SYNOPSIS
Normally an instance of this class would not be directly constructed by a program. It may however, be useful for runinng IO::Async with an existing program already using a "select" call.
use IO::Async::Loop::Select;
my $loop = IO::Async::Loop::Select->new;
$loop->add( ... );
while(1) {
my ( $rvec, $wvec, $evec ) = ('') x 3;
my $timeout;
$loop->pre_select( \$rvec, \$wvec, \$evec, \$timeout );
...
my $ret = select( $rvec, $wvec, $evec, $timeout );
...
$loop->post_select( $rvec, $evec, $wvec );
}
DESCRIPTION
This subclass of IO::Async::Loop uses the select(2) syscall to perform read-ready and write-ready tests.To integrate with an existing "select"-based event loop, a pair of methods "pre_select" and "post_select" can be called immediately before and after a "select" call. The relevant bits in the read-ready, write-ready and exceptional-state bitvectors are set by the "pre_select" method, and tested by the "post_select" method to pick which event callbacks to invoke.
CONSTRUCTOR
new
$loop = IO::Async::Loop::Select->new
This function returns a new instance of a "IO::Async::Loop::Select" object. It takes no special arguments.
METHODS
pre_select
$loop->pre_select( \$readvec, \$writevec, \$exceptvec, \$timeout )
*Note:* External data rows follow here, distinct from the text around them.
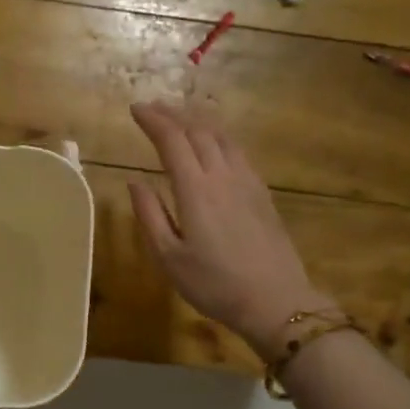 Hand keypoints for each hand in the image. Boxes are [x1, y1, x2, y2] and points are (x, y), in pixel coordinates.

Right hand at [129, 101, 338, 357]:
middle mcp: (222, 176)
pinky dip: (219, 137)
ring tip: (181, 117)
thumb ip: (150, 215)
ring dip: (198, 121)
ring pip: (222, 137)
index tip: (135, 109)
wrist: (275, 301)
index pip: (172, 140)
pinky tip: (214, 144)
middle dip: (173, 115)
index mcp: (195, 190)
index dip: (152, 120)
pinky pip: (238, 151)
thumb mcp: (169, 257)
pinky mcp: (262, 193)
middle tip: (153, 108)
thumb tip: (134, 182)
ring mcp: (247, 182)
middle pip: (198, 131)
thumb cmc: (213, 284) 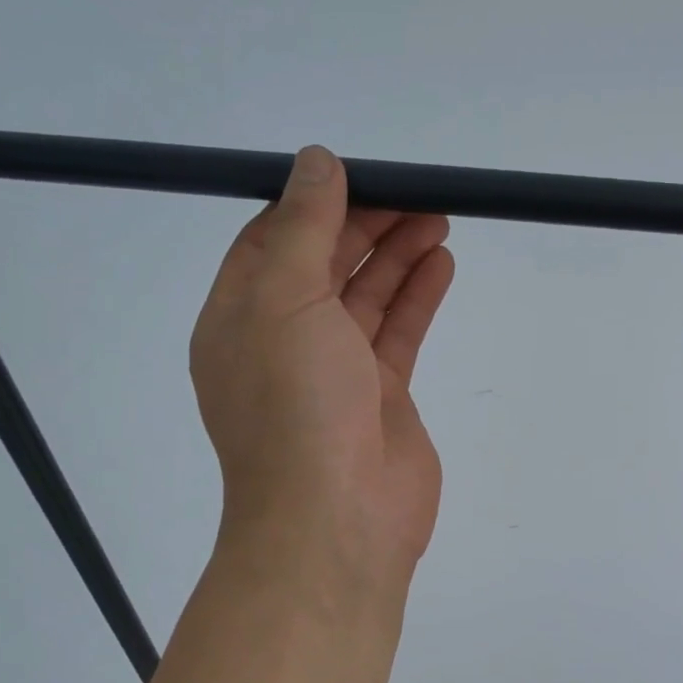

This method prepares the bitvectors for a "select" call, setting the bits that the Loop is interested in. It will also adjust the $timeout value if appropriate, reducing it if the next event timeout the Loop requires is sooner than the current value.
- \$readvec
- \$writevec
- \$exceptvec
- Scalar references to the reading, writing and exception bitvectors
- \$timeout
- Scalar reference to the timeout value
post_select
$loop->post_select( $readvec, $writevec, $exceptvec )
This method checks the returned bitvectors from a "select" call, and calls any of the callbacks that are appropriate.
- $readvec
- $writevec
- $exceptvec
- Scalars containing the read-ready, write-ready and exception bitvectors
loop_once
$count = $loop->loop_once( $timeout )
This method calls the "pre_select" method to prepare the bitvectors for a "select" syscall, performs it, then calls "post_select" to process the result. It returns the total number of callbacks invoked by the "post_select" method, or "undef" if the underlying select(2) syscall returned an error.